Sa fonction lui donne le droit de s’installer dans l’hôtel de Cluny, construit un siècle et demi plus tôt entre les actuels boulevards Saint-Michel et Saint-Germain.
Armoiries de Jacques d'Amboise sur un créneau de l'Hôtel de Cluny, Paris. Photo : Jebulon, CC 1.0
Hôtel de Cluny, Paris. Photo : Jebulon, CC 1.0
Agricol Benard, Cour intérieur de l'Hôtel de Cluny, 1888, dessin, 32 x 36 cm, Musée Carnavalet, Paris
Mais ce n’est pas assez bien pour Jacques d’Amboise... Il lui faut un bâtiment au goût du jour, dont la splendeur rappelle à chacun la toute-puissance de l’homme qui vit là !

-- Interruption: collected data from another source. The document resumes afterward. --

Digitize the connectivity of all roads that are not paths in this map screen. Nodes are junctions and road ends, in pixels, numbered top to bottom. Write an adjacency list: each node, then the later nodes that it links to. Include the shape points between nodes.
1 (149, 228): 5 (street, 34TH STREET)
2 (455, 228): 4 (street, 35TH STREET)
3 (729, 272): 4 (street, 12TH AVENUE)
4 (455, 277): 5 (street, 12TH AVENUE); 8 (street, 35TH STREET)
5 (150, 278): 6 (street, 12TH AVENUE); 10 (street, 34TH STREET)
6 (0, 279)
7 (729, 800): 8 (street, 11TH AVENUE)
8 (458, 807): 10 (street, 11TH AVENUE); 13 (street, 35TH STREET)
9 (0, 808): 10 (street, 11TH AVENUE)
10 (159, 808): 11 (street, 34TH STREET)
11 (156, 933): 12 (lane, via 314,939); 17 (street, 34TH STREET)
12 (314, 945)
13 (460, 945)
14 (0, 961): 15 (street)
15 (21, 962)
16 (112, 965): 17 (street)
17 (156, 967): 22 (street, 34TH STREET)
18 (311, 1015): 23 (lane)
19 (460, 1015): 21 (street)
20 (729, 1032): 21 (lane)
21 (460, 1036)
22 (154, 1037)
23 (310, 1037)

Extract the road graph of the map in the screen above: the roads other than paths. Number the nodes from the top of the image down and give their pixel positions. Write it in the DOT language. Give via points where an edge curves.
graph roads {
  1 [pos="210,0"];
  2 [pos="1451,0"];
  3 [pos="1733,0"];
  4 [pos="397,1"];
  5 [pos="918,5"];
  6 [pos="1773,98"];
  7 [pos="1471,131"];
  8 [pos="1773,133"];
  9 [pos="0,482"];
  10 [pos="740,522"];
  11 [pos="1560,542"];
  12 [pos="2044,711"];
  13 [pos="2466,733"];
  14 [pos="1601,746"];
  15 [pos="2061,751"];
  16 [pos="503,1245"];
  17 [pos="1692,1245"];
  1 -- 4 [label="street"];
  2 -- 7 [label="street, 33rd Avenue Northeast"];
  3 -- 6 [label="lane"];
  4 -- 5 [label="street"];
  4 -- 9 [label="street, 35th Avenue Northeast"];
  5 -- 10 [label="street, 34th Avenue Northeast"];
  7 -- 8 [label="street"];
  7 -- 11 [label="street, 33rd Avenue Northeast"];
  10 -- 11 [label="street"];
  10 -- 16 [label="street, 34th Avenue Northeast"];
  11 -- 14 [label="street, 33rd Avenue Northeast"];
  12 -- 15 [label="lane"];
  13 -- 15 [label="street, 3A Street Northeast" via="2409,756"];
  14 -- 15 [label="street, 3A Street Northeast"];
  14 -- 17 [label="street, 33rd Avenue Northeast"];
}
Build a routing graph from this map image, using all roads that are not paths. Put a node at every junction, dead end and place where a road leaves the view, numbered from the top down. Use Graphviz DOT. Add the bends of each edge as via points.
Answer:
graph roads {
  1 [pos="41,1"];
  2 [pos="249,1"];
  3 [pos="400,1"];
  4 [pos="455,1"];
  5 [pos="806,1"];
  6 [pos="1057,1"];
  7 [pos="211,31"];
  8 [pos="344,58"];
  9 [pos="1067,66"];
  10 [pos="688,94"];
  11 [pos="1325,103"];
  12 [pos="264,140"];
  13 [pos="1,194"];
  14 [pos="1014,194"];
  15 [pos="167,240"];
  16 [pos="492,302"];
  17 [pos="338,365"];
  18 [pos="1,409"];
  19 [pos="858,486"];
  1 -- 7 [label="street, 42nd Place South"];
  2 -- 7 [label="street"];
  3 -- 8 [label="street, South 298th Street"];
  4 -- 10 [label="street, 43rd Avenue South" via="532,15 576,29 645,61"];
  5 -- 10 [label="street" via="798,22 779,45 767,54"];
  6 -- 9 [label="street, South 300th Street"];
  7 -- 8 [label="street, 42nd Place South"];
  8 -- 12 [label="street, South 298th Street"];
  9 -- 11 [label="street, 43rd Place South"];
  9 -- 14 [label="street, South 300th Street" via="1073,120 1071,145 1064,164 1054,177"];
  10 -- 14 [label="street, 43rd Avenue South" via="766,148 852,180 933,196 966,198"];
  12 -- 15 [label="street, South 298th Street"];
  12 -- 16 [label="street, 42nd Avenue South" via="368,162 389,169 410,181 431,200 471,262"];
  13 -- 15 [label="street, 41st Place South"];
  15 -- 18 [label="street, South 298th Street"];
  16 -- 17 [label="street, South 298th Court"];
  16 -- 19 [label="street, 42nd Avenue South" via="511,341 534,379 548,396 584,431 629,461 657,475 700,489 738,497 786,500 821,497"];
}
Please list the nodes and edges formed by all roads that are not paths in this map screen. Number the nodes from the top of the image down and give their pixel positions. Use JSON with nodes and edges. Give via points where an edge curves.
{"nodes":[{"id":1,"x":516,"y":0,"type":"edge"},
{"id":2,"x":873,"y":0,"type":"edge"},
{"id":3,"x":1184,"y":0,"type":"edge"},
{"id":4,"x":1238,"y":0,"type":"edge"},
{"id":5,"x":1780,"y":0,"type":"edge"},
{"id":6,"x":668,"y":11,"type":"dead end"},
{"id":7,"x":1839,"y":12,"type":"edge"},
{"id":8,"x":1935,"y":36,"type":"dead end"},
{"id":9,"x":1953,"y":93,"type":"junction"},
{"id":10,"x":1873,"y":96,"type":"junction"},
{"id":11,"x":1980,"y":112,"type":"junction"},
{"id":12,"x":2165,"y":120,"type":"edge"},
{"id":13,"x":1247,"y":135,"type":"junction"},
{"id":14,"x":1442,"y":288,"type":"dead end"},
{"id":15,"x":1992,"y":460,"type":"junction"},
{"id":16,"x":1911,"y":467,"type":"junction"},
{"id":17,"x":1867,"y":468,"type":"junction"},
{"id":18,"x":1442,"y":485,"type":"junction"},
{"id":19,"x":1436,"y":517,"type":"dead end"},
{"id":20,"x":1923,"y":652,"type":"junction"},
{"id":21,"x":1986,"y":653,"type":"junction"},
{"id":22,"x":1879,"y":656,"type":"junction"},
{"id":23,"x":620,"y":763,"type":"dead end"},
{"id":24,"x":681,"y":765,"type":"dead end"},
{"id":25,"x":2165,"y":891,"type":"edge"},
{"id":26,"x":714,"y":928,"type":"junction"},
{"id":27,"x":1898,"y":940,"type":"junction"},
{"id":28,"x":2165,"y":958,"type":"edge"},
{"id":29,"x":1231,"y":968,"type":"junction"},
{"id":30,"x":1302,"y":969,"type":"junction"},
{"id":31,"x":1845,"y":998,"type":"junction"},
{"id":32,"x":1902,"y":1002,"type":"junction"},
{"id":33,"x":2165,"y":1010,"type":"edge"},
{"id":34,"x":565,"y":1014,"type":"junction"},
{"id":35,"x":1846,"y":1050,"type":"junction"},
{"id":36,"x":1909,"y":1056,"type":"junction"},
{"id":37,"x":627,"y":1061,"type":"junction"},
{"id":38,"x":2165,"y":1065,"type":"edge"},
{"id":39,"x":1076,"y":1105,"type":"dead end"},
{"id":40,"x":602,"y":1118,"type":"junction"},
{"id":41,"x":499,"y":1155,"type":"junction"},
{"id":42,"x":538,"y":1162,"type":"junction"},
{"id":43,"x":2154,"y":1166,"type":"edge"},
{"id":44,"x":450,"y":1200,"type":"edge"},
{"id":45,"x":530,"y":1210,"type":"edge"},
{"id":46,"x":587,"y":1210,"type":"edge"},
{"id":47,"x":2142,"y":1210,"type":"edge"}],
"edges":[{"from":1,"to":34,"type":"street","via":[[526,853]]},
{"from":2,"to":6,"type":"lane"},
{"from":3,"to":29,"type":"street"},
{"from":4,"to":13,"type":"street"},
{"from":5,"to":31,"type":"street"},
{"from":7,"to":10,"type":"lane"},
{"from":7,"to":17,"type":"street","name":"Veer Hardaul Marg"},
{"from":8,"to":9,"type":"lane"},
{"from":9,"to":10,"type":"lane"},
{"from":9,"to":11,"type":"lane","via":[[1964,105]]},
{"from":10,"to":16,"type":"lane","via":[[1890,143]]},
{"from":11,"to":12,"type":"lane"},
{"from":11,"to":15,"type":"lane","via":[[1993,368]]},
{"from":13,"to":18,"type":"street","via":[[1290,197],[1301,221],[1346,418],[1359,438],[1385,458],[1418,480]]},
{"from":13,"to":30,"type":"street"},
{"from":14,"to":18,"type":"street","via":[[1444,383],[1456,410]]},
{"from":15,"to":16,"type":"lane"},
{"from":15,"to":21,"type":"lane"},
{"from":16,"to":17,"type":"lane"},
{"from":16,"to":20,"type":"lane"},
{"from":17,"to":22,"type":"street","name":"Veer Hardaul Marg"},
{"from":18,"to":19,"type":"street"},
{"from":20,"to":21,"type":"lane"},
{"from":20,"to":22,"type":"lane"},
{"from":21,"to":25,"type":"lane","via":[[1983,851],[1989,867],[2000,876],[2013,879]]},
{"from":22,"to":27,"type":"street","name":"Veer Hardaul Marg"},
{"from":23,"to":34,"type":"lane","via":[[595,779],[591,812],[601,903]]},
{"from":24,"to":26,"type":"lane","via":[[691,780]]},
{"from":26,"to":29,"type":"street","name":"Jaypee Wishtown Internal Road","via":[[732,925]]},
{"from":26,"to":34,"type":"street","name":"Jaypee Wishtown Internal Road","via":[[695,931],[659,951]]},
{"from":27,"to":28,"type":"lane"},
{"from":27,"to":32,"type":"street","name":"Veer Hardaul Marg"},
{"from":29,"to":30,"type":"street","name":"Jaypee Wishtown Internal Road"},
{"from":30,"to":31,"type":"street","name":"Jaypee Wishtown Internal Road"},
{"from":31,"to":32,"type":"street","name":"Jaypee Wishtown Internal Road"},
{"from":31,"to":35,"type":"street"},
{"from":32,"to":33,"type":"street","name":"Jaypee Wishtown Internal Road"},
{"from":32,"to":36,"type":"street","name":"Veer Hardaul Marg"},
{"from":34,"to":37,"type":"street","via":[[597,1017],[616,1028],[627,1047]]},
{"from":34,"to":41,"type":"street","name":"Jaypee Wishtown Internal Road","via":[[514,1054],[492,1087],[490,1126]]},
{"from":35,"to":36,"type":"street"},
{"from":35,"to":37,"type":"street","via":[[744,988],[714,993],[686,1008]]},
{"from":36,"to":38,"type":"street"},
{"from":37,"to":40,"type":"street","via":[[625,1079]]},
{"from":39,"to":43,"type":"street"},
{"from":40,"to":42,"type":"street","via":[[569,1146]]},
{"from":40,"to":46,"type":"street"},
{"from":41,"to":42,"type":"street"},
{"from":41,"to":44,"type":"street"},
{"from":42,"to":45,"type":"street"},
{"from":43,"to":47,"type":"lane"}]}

L’hôtel est donc reconstruit entre cour, jardin… et ruines ! Car la partie ouest du terrain est déjà occupée. Pas par un autre propriétaire, mais par l’Histoire. C’est en effet là que se trouvent les vestiges plus que millénaires de thermes gallo-romains. Qu’à cela ne tienne, il suffit de faire détruire ce qui n’est de toute façon qu’un vieil édifice à demi écroulé.
Mais l’abbé a beau être immensément riche, cette entreprise s’avère trop coûteuse. Abattage des murs, main-d’œuvre : tout cela générerait des frais colossaux. En plus, comme les briques et le mortier ancien sont des matériaux sans valeur, impossible de les vendre pour récupérer une partie des frais de démolition.
Thermes de Julien, Hôtel de Cluny, Paris, 1er-2e siècle de notre ère. Photo : Time Travel Rome, CC BY 2.0
Achille Poirot, Vue de la grande salle du palais des thermes (frigidarium), 1845, huile sur papier, Musée de Cluny, Paris
N’ayant pas d’autre choix, Jacques d’Amboise demande à son maître d’œuvre de s’accommoder de cette contrainte : il va falloir intégrer les vestiges dans la construction de son hôtel particulier.
Et c’est une réussite ! Le nouvel édifice lie architectures moderne et antique de façon virtuose. Aujourd’hui, visiter le musée du Moyen Âge permet de passer d’un bain gallo-romain à une chapelle gothique. Heureusement que notre abbé manquait un peu d’argent.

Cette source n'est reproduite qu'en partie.